### PROBLEM
Give back the lines below exactly, but do not include any pictures.
[[ DATA TO USE open ]]
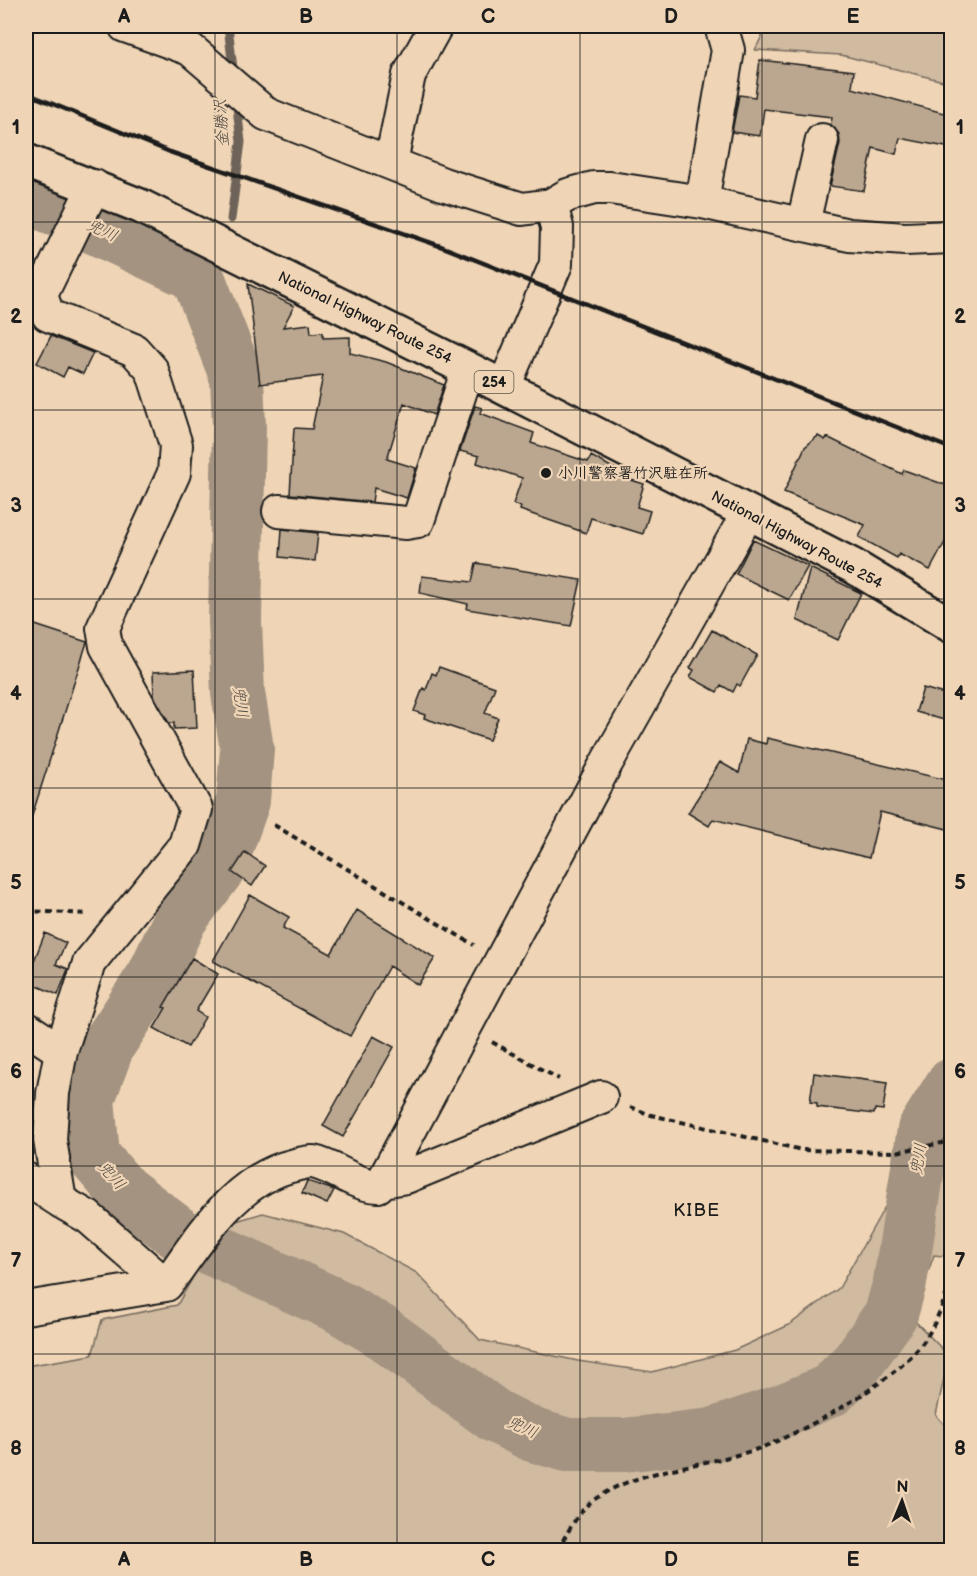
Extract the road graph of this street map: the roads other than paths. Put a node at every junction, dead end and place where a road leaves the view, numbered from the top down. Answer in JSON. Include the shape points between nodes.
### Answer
{"nodes":[{"id":1,"x":125,"y":26,"type":"edge"},
{"id":2,"x":436,"y":26,"type":"edge"},
{"id":3,"x":721,"y":26,"type":"edge"},
{"id":4,"x":822,"y":140,"type":"dead end"},
{"id":5,"x":26,"y":160,"type":"edge"},
{"id":6,"x":391,"y":162,"type":"junction"},
{"id":7,"x":94,"y":186,"type":"junction"},
{"id":8,"x":702,"y":202,"type":"junction"},
{"id":9,"x":551,"y":205,"type":"junction"},
{"id":10,"x":804,"y":224,"type":"junction"},
{"id":11,"x":951,"y":237,"type":"edge"},
{"id":12,"x":468,"y":369,"type":"junction"},
{"id":13,"x":504,"y":387,"type":"junction"},
{"id":14,"x":279,"y":511,"type":"dead end"},
{"id":15,"x":748,"y":513,"type":"junction"},
{"id":16,"x":951,"y":626,"type":"edge"},
{"id":17,"x":26,"y":1028,"type":"edge"},
{"id":18,"x":61,"y":1051,"type":"junction"},
{"id":19,"x":601,"y":1097,"type":"road end"},
{"id":20,"x":26,"y":1179,"type":"edge"},
{"id":21,"x":383,"y":1181,"type":"junction"},
{"id":22,"x":60,"y":1202,"type":"junction"},
{"id":23,"x":166,"y":1286,"type":"junction"},
{"id":24,"x":26,"y":1308,"type":"edge"}],
"edges":[{"from":1,"to":6,"type":"street","via":[[190,49],[266,114]]},
{"from":2,"to":6,"type":"street","via":[[410,75]]},
{"from":3,"to":8,"type":"street","via":[[728,50]]},
{"from":4,"to":10,"type":"street"},
{"from":5,"to":7,"type":"highway","name":"National Highway Route 254","number":"254"},
{"from":6,"to":9,"type":"street","via":[[443,184],[522,209]]},
{"from":7,"to":12,"type":"highway","name":"National Highway Route 254","number":"254"},
{"from":7,"to":18,"type":"street","via":[[42,295],[48,315],[134,350],[152,370],[176,445],[174,473],[103,628],[106,646],[196,809],[184,845],[89,963]]},
{"from":8,"to":9,"type":"street","via":[[594,188],[568,195]]},
{"from":8,"to":10,"type":"street"},
{"from":9,"to":13,"type":"street","via":[[557,227],[556,264]]},
{"from":10,"to":11,"type":"street","via":[[849,235]]},
{"from":12,"to":13,"type":"highway","name":"National Highway Route 254","number":"254"},
{"from":12,"to":14,"type":"street","via":[[418,521]]},
{"from":13,"to":15,"type":"highway","name":"National Highway Route 254","number":"254"},
{"from":15,"to":16,"type":"highway","name":"National Highway Route 254","number":"254","via":[[853,566]]},
{"from":15,"to":21,"type":"street","via":[[607,762]]},
{"from":17,"to":18,"type":"street"},
{"from":18,"to":22,"type":"street","via":[[53,1093],[51,1140]]},
{"from":19,"to":21,"type":"street","via":[[406,1177]]},
{"from":20,"to":22,"type":"street"},
{"from":21,"to":23,"type":"street","via":[[378,1186],[366,1185],[312,1162],[279,1169],[247,1188],[219,1213]]},
{"from":22,"to":23,"type":"street","via":[[88,1217]]},
{"from":23,"to":24,"type":"street"}]}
[[ DATA TO USE closed ]]
### ANSWER FOR THIS EXERCISE
Extract the road graph of this street map: the roads other than paths. Put a node at every junction, dead end and place where a road leaves the view, numbered from the top down. Answer in JSON. Include the shape points between nodes.
### Answer
{"nodes":[{"id":1,"x":125,"y":26,"type":"edge"},
{"id":2,"x":436,"y":26,"type":"edge"},
{"id":3,"x":721,"y":26,"type":"edge"},
{"id":4,"x":822,"y":140,"type":"dead end"},
{"id":5,"x":26,"y":160,"type":"edge"},
{"id":6,"x":391,"y":162,"type":"junction"},
{"id":7,"x":94,"y":186,"type":"junction"},
{"id":8,"x":702,"y":202,"type":"junction"},
{"id":9,"x":551,"y":205,"type":"junction"},
{"id":10,"x":804,"y":224,"type":"junction"},
{"id":11,"x":951,"y":237,"type":"edge"},
{"id":12,"x":468,"y":369,"type":"junction"},
{"id":13,"x":504,"y":387,"type":"junction"},
{"id":14,"x":279,"y":511,"type":"dead end"},
{"id":15,"x":748,"y":513,"type":"junction"},
{"id":16,"x":951,"y":626,"type":"edge"},
{"id":17,"x":26,"y":1028,"type":"edge"},
{"id":18,"x":61,"y":1051,"type":"junction"},
{"id":19,"x":601,"y":1097,"type":"road end"},
{"id":20,"x":26,"y":1179,"type":"edge"},
{"id":21,"x":383,"y":1181,"type":"junction"},
{"id":22,"x":60,"y":1202,"type":"junction"},
{"id":23,"x":166,"y":1286,"type":"junction"},
{"id":24,"x":26,"y":1308,"type":"edge"}],
"edges":[{"from":1,"to":6,"type":"street","via":[[190,49],[266,114]]},
{"from":2,"to":6,"type":"street","via":[[410,75]]},
{"from":3,"to":8,"type":"street","via":[[728,50]]},
{"from":4,"to":10,"type":"street"},
{"from":5,"to":7,"type":"highway","name":"National Highway Route 254","number":"254"},
{"from":6,"to":9,"type":"street","via":[[443,184],[522,209]]},
{"from":7,"to":12,"type":"highway","name":"National Highway Route 254","number":"254"},
{"from":7,"to":18,"type":"street","via":[[42,295],[48,315],[134,350],[152,370],[176,445],[174,473],[103,628],[106,646],[196,809],[184,845],[89,963]]},
{"from":8,"to":9,"type":"street","via":[[594,188],[568,195]]},
{"from":8,"to":10,"type":"street"},
{"from":9,"to":13,"type":"street","via":[[557,227],[556,264]]},
{"from":10,"to":11,"type":"street","via":[[849,235]]},
{"from":12,"to":13,"type":"highway","name":"National Highway Route 254","number":"254"},
{"from":12,"to":14,"type":"street","via":[[418,521]]},
{"from":13,"to":15,"type":"highway","name":"National Highway Route 254","number":"254"},
{"from":15,"to":16,"type":"highway","name":"National Highway Route 254","number":"254","via":[[853,566]]},
{"from":15,"to":21,"type":"street","via":[[607,762]]},
{"from":17,"to":18,"type":"street"},
{"from":18,"to":22,"type":"street","via":[[53,1093],[51,1140]]},
{"from":19,"to":21,"type":"street","via":[[406,1177]]},
{"from":20,"to":22,"type":"street"},
{"from":21,"to":23,"type":"street","via":[[378,1186],[366,1185],[312,1162],[279,1169],[247,1188],[219,1213]]},
{"from":22,"to":23,"type":"street","via":[[88,1217]]},
{"from":23,"to":24,"type":"street"}]}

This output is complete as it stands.